### AIM OF THE TASK
Only the pictures are to be left out; set down the rest of the records exactly.
*** INFORMATION GIVEN ***
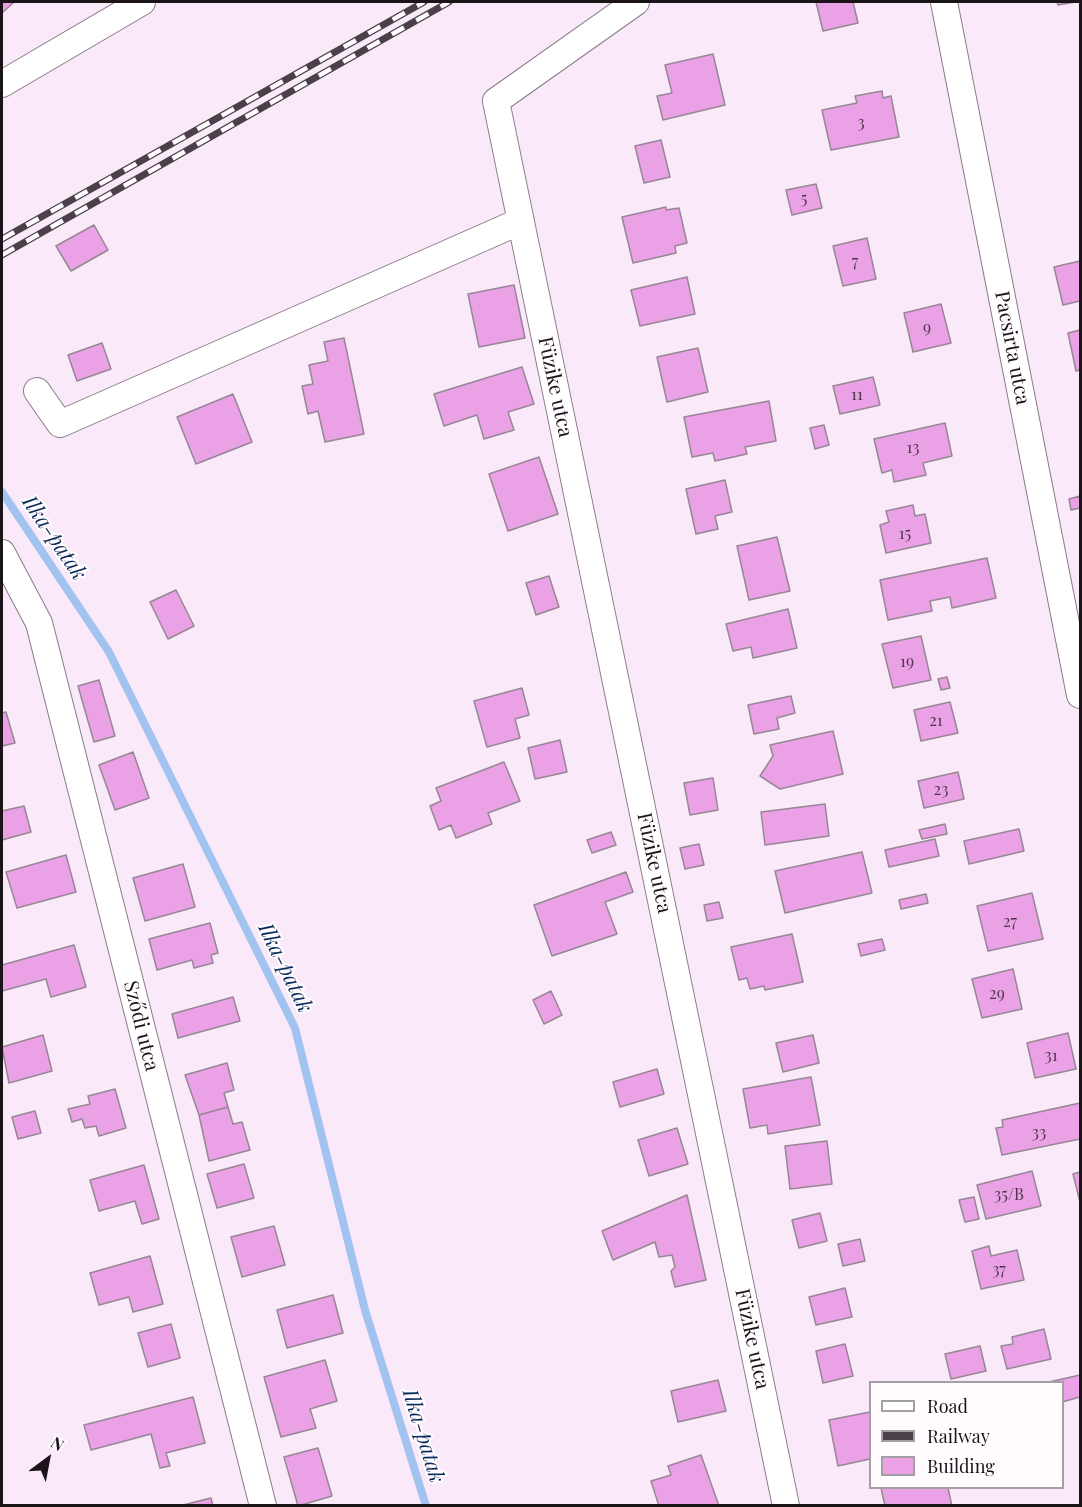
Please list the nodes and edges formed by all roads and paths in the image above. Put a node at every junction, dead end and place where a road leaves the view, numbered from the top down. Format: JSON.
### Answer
{"nodes":[{"id":1,"x":636,"y":2,"type":"edge"},
{"id":2,"x":944,"y":2,"type":"edge"},
{"id":3,"x":133,"y":4,"type":"edge"},
{"id":4,"x":2,"y":84,"type":"edge"},
{"id":5,"x":521,"y":221,"type":"junction"},
{"id":6,"x":37,"y":391,"type":"dead end"},
{"id":7,"x":2,"y":553,"type":"edge"},
{"id":8,"x":1080,"y":695,"type":"edge"},
{"id":9,"x":263,"y":1506,"type":"edge"},
{"id":10,"x":786,"y":1506,"type":"edge"}],
"edges":[{"from":1,"to":5,"type":"street","name":"Füzike utca"},
{"from":2,"to":8,"type":"street","name":"Pacsirta utca"},
{"from":3,"to":4,"type":"street"},
{"from":5,"to":6,"type":"street"},
{"from":5,"to":10,"type":"street","name":"Füzike utca"},
{"from":7,"to":9,"type":"street","name":"Sződi utca"}]}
*** End of INFORMATION GIVEN ***
### RESPONSE TO THIS EXERCISE
Please list the nodes and edges formed by all roads and paths in the image above. Put a node at every junction, dead end and place where a road leaves the view, numbered from the top down. Format: JSON.
### Answer
{"nodes":[{"id":1,"x":636,"y":2,"type":"edge"},
{"id":2,"x":944,"y":2,"type":"edge"},
{"id":3,"x":133,"y":4,"type":"edge"},
{"id":4,"x":2,"y":84,"type":"edge"},
{"id":5,"x":521,"y":221,"type":"junction"},
{"id":6,"x":37,"y":391,"type":"dead end"},
{"id":7,"x":2,"y":553,"type":"edge"},
{"id":8,"x":1080,"y":695,"type":"edge"},
{"id":9,"x":263,"y":1506,"type":"edge"},
{"id":10,"x":786,"y":1506,"type":"edge"}],
"edges":[{"from":1,"to":5,"type":"street","name":"Füzike utca"},
{"from":2,"to":8,"type":"street","name":"Pacsirta utca"},
{"from":3,"to":4,"type":"street"},
{"from":5,"to":6,"type":"street"},
{"from":5,"to":10,"type":"street","name":"Füzike utca"},
{"from":7,"to":9,"type":"street","name":"Sződi utca"}]}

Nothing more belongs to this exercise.